When circumambulating this dynamic work, the central element of the butterfly’s body, and the two forms comprising its wings, emerge only to immediately dissipate back into an abstracted mass, echoing the enigmatic nature of the butterfly. Carved in 1977, Butterfly exemplifies Moore’s desire to create sculpture that appears to be evolving. In Moore’s view, “Sculpture should always at first sight have some obscurities, and further meanings. People should want to go on looking and thinking; it should never tell all about itself immediately” (quoted in D. Mitchinson, ed., Henry Moore, Sculpture, London, 1981, p. 52).
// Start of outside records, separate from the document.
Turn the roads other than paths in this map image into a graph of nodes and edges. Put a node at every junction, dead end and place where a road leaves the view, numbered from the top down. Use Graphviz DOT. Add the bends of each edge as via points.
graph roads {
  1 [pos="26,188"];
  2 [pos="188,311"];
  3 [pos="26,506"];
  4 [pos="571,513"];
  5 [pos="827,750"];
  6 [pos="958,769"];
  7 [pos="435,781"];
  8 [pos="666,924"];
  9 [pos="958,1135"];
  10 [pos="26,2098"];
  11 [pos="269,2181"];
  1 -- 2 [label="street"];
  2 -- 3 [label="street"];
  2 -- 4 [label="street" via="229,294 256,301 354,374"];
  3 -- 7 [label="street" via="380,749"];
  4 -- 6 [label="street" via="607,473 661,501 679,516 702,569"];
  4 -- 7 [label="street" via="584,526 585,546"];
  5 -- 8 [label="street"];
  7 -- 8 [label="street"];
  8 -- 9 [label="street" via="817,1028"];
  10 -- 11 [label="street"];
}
The sculpture’s primary theme of metamorphosis and its subject are thus perfectly aligned. Some have observed the polished surface and overall rounded form to be suggestive of the butterfly’s pre-metamorphic state as a chrysalis. The variations in pigment in the marble recall the beautifully intricate patterning of butterfly wings; the smooth marble surface and elegant lines likewise suggest the grace of its namesake.
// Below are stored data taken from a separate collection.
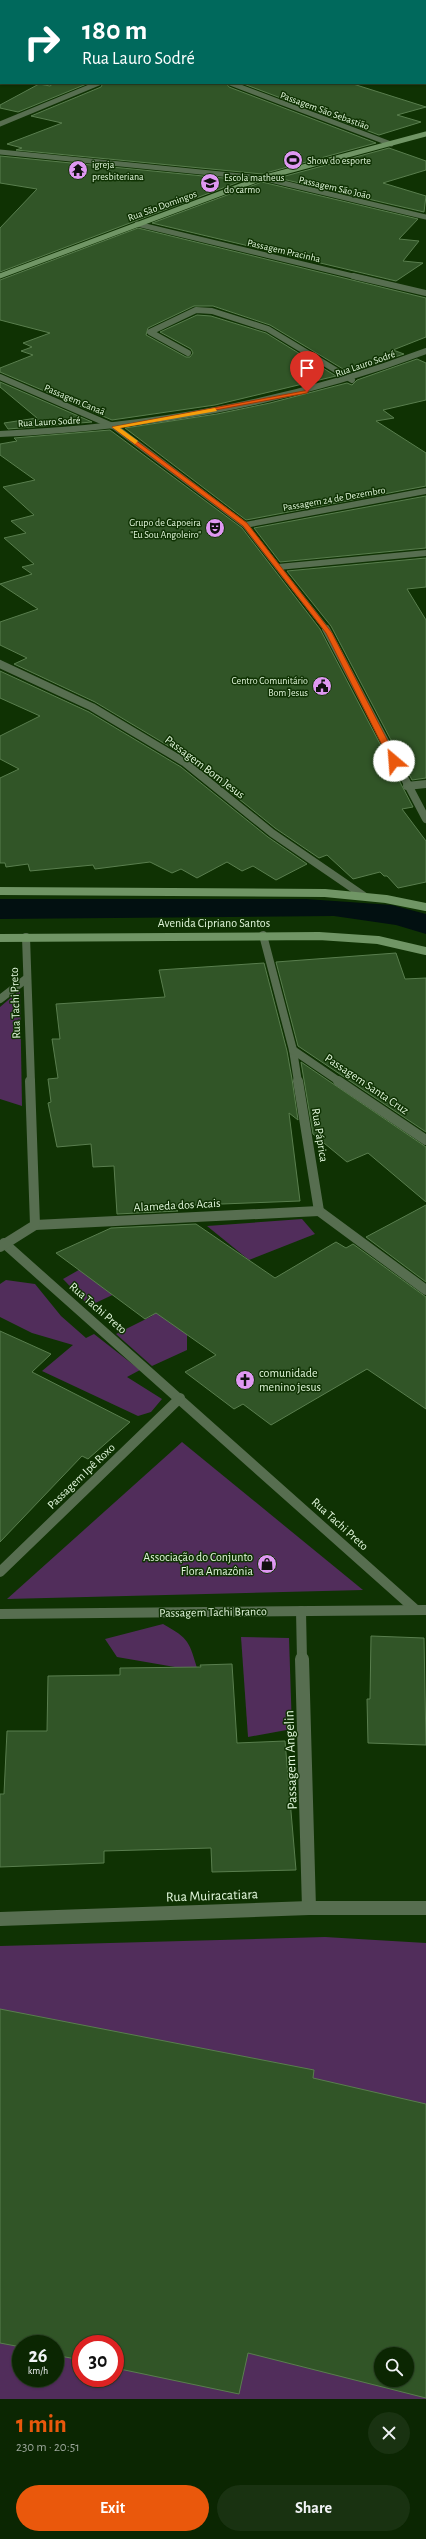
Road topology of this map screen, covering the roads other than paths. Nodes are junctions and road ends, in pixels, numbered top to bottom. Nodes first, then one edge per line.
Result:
1 (97, 84) edge
2 (233, 84) edge
3 (0, 124) edge
4 (426, 134) edge
5 (391, 144) junction
6 (0, 152) edge
7 (262, 178) junction
8 (426, 217) edge
9 (137, 224) junction
10 (0, 276) edge
11 (426, 293) edge
12 (426, 351) edge
13 (188, 352) dead end
14 (0, 378) edge
15 (352, 380) junction
16 (114, 427) junction
17 (0, 434) edge
18 (426, 491) edge
19 (245, 525) junction
20 (426, 553) edge
21 (278, 567) junction
22 (0, 664) edge
23 (426, 784) edge
24 (407, 786) junction
25 (426, 819) edge
26 (0, 891) edge
27 (364, 896) junction
28 (426, 907) edge
29 (263, 935) junction
30 (26, 937) junction
31 (0, 938) edge
32 (426, 950) edge
33 (26, 979) junction
34 (0, 999) edge
35 (293, 1050) junction
36 (426, 1140) edge
37 (319, 1211) junction
38 (35, 1225) junction
39 (2, 1245) edge
40 (426, 1290) edge
41 (180, 1398) junction
42 (0, 1572) edge
43 (421, 1610) edge
44 (301, 1611) junction
45 (0, 1614) edge
46 (309, 1908) junction
47 (426, 1908) edge
48 (0, 1919) edge

1 - 3 street
2 - 5 street, Passagem São Sebastião
4 - 5 street, Rua São Domingos
5 - 7 street, Rua São Domingos
6 - 7 street, Passagem São João
7 - 8 street, Passagem São João
7 - 9 street, Rua São Domingos
9 - 10 street, Rua São Domingos
9 - 11 street, Passagem Pracinha
12 - 15 street, Rua Lauro Sodré
13 - 15 street
14 - 16 street, Passagem Canaã
15 - 16 street, Rua Lauro Sodré
16 - 17 street, Rua Lauro Sodré
16 - 19 street, Passagem Canaã
18 - 19 street, Passagem 24 de Dezembro
19 - 21 street, Passagem Canaã
20 - 21 street
21 - 24 street, Passagem Canaã
22 - 27 street, Passagem Bom Jesus
23 - 24 street
24 - 25 street, Passagem Canaã
26 - 27 street
27 - 28 street
29 - 30 street, Avenida Cipriano Santos
29 - 32 street, Avenida Cipriano Santos
29 - 35 street, Rua Páprica
30 - 31 street, Avenida Cipriano Santos
30 - 33 street, Rua Tachi Preto
33 - 34 street
33 - 38 street, Rua Tachi Preto
35 - 36 street, Passagem Santa Cruz
35 - 37 street, Rua Páprica
37 - 38 street, Alameda dos Acais
37 - 40 street
38 - 39 street, Rua Tachi Preto
39 - 41 street, Rua Tachi Preto
41 - 42 street, Passagem Ipê Roxo
41 - 43 street, Rua Tachi Preto
43 - 44 street, Passagem Tachi Branco
44 - 45 street, Passagem Tachi Branco
44 - 46 street, Passagem Angelin
46 - 47 street, Rua Muiracatiara
46 - 48 street, Rua Muiracatiara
The subject of a butterfly emerging as a new form from its cocoon can be viewed as a metaphor for the artist’s creativity. Moore has famously stated: “One of the things I would like to think my sculpture has is a force, is a strength, is a life, a vitality from inside it, so that you have the sense that the form is pressing from inside to burst or trying to give off the strength from inside itself” (quoted in D. Mitchinson, ed., ibid., p. 130).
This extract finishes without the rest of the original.